In its most basic form, it occurs when an investor sells a security that has depreciated in value only for the tax losses. The effectiveness of this approach is dependent of the tax rules in a particular jurisdiction. In the United States CBS News describes tax loss harvesting specifically as "selling an investment at a loss with the intention of ultimately repurchasing the same investment after the IRS's 30 day window on wash sales has expired." This allows investors to lower their tax amount with the use of investment losses.

==Overview==
Tax loss harvesting can be done throughout the fiscal year but historically has been performed in December. Tax-loss harvesting is still most common in the year's fourth quarter. This allows investors to "offset capital gains with capital losses." Under United States tax rules, if an investor has more capital losses than gains in a year, that year they can use up to $3,000 as a deduction to "offset ordinary income", with the remainder carrying over into future years if unused.

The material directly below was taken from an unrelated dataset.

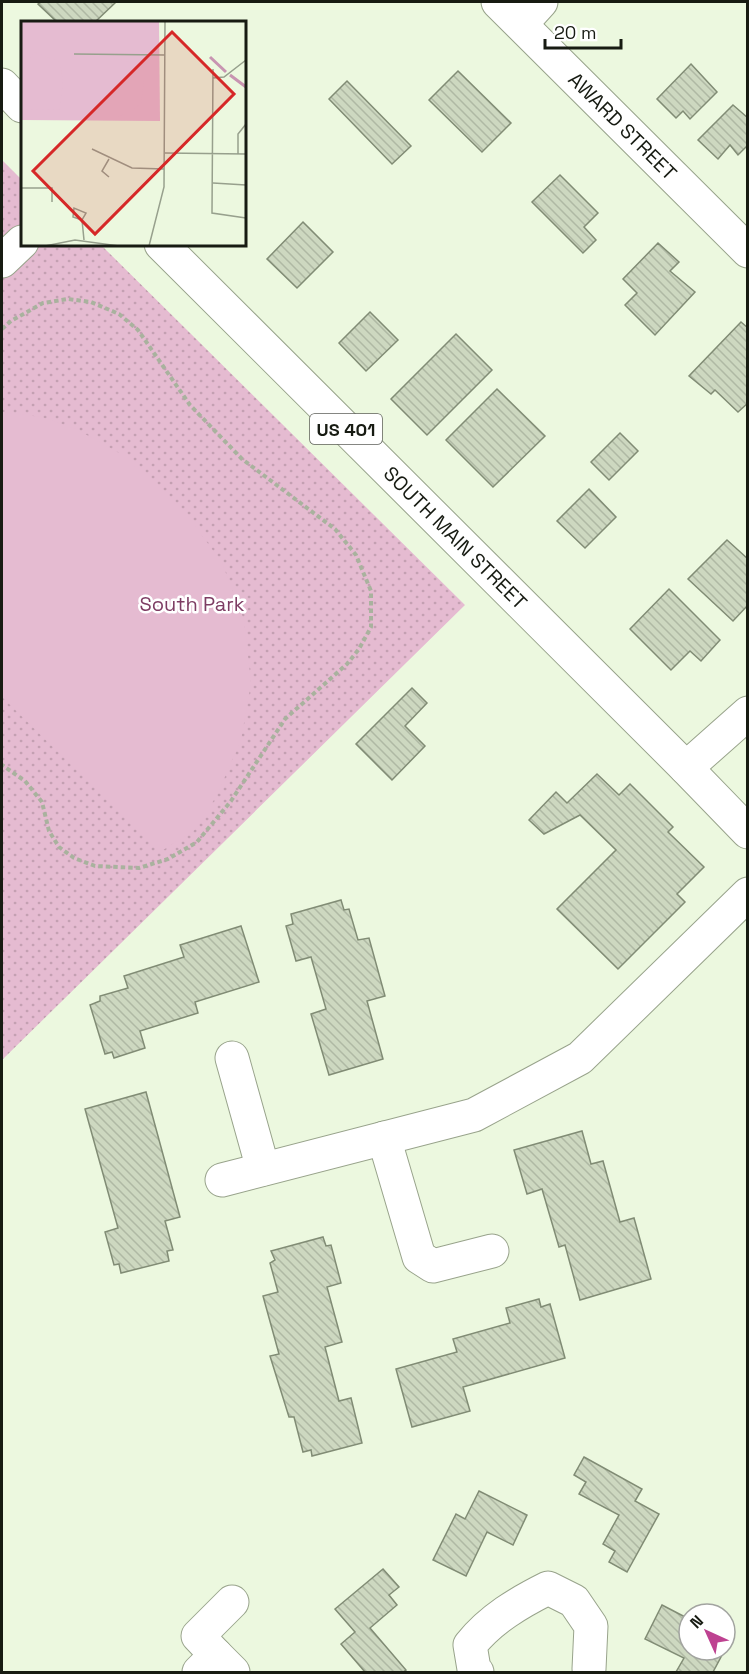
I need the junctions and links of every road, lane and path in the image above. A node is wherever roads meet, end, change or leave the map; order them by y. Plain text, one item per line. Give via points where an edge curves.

In the United Kingdom, a similar practice which specifically takes place at the end of a calendar year is known as bed and breakfasting. In a bed-and-breakfasting transaction, a position is sold on the last trading day of the year (typically late in the trading session) to establish a tax loss. The same position is then repurchased early on the first session of the new trading year, to restore the position (albeit at a lower cost basis). The term, therefore, derives its name from the late sale and early morning repurchase.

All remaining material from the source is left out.